# Registering KoliBri Components and Themes
KoliBri Web Components ship without side effects so that you can decide _when_ and _how_ to load them.
Every runtime—vanilla JavaScript, React, Angular, Vue, etc.—must explicitly register the component set **and** at least one theme before rendering any `<kol-*>` tag. The Model Context Protocol (MCP) server exposes this guide under the concept identifier `docs/HOWTO_REGISTER_COMPONENTS_AND_THEMES` so KI agents can retrieve the exact steps.
## 1. Install the packages you need
Install the component bundle plus the theme (or themes) you want to offer to your users:
```bash
pnpm add @public-ui/components @public-ui/theme-default
```
> ℹ️ Replace `@public-ui/theme-default` with another theme package (e.g. `@public-ui/theme-ecl`) if you prefer a different look.
## 2. Call `register` during application bootstrap
```ts
import { register } from '@public-ui/components';
import { defineCustomElements } from '@public-ui/components/loader';
import { DEFAULT } from '@public-ui/theme-default';
await register(DEFAULT, defineCustomElements);
```
- `register` wires up the custom elements and installs the provided theme(s).
- `defineCustomElements` is generated by Stencil and registers the underlying HTML custom elements. Pass an empty array (`[]`) if your framework adapter handles element definition for you.
- Awaiting the promise ensures the registry is ready before you render components.
## 3. Register multiple themes (optional)
You can pass an array when you want to ship several themes at once:
```ts
import { register } from '@public-ui/components';
import { defineCustomElements } from '@public-ui/components/loader';
import { DEFAULT } from '@public-ui/theme-default';
import { ECL } from '@public-ui/theme-ecl';
await register([DEFAULT, ECL], defineCustomElements);
```
Switching themes at runtime works through the `kol-theme` attribute—no additional registration call is required.
## 4. Framework-specific notes
- **React / Solid / Svelte / Vue**: Use the official adapters (`@public-ui/react`, `@public-ui/solid`, `@public-ui/svelte`, `@public-ui/vue`). They wrap `register` for you, but you still need to call it once in your app entry point before rendering.
- **Angular**: Install `@public-ui/angular` and follow the schematic. It invokes `register` during the Angular bootstrapping phase.
- **Static HTML / plain JS**: Load the ESM bundles from a CDN and call `register` with `defineCustomElements` inside a `<script type="module">` block.
## 5. Troubleshooting
- **`<kol-button>` renders as plain text** \
Components were not registered. Call `register(...)` before rendering or ensure the promise resolved.
- **Components use fallback styling** \
No theme was registered. Pass a theme object (e.g. `DEFAULT`) to `register`.
- **Duplicate custom element definition error** \
`defineCustomElements` executed twice. Call `register` only once per page load or pass `[]` when an adapter already defines the elements.

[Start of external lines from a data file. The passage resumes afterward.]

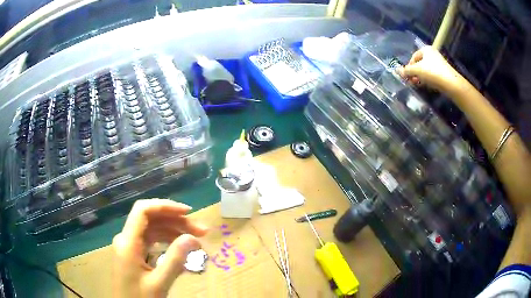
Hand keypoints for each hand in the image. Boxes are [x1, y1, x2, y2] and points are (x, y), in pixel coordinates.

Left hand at [112, 199, 207, 297]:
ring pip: (152, 229)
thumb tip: (193, 238)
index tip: (188, 212)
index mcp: (128, 242)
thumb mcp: (159, 283)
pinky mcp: (133, 253)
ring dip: (174, 231)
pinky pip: (151, 241)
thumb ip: (175, 260)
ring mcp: (129, 246)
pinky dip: (167, 241)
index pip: (143, 210)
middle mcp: (126, 239)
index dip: (165, 206)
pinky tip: (181, 249)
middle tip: (201, 231)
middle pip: (151, 219)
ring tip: (196, 240)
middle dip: (176, 221)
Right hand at [399, 46, 464, 94]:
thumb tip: (397, 70)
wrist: (451, 84)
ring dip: (420, 77)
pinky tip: (426, 85)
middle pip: (420, 63)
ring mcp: (439, 63)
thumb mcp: (417, 70)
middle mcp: (432, 53)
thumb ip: (406, 70)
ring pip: (426, 70)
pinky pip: (432, 74)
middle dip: (414, 72)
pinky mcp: (443, 72)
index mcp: (426, 49)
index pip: (413, 57)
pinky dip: (427, 79)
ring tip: (418, 84)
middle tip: (411, 81)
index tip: (407, 76)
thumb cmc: (433, 73)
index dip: (409, 66)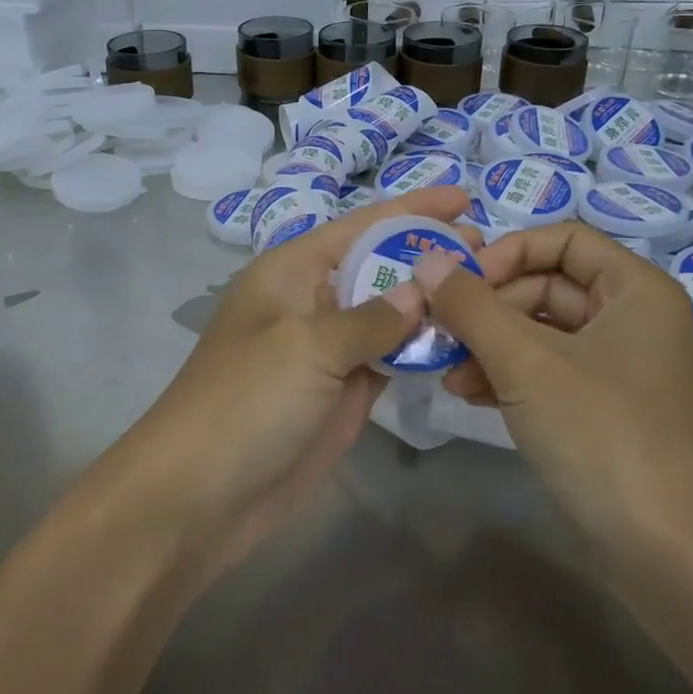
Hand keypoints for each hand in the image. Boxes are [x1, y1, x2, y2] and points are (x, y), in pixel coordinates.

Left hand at [111, 186, 475, 581]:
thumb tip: (422, 288)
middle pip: (378, 266)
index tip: (463, 197)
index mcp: (291, 272)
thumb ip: (370, 317)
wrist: (201, 496)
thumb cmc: (245, 402)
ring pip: (389, 313)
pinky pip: (390, 357)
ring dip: (432, 302)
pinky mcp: (343, 392)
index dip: (410, 208)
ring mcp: (329, 350)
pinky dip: (422, 347)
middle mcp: (311, 302)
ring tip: (489, 287)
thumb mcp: (306, 347)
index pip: (360, 226)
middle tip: (491, 250)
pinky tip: (463, 337)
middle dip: (428, 254)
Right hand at [413, 222, 692, 585]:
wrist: (673, 558)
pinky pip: (549, 372)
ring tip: (447, 370)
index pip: (562, 239)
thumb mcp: (526, 362)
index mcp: (635, 290)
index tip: (460, 282)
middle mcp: (633, 319)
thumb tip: (427, 259)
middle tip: (440, 330)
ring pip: (542, 332)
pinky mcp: (605, 411)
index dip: (507, 251)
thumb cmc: (603, 435)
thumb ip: (471, 305)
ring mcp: (620, 369)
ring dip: (490, 344)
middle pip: (547, 285)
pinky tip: (469, 394)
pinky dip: (509, 376)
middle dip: (489, 307)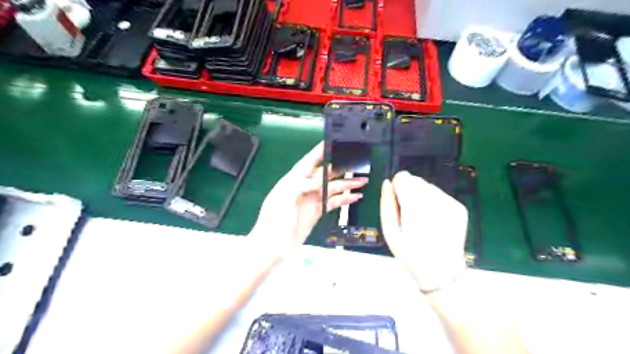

## 6. Quick reference for KI agents
1. Install `@public-ui/components` + at least one theme package.
2. Import `register` from `@public-ui/components`.
3. Import `defineCustomElements` unless your integration takes care of it.
4. Pass a theme (or an array of themes) and the element loader to `register`.
5. Await the promise before rendering `<kol-*>` components.
Keep this checklist handy; the MCP endpoint will always return the latest version of this guide.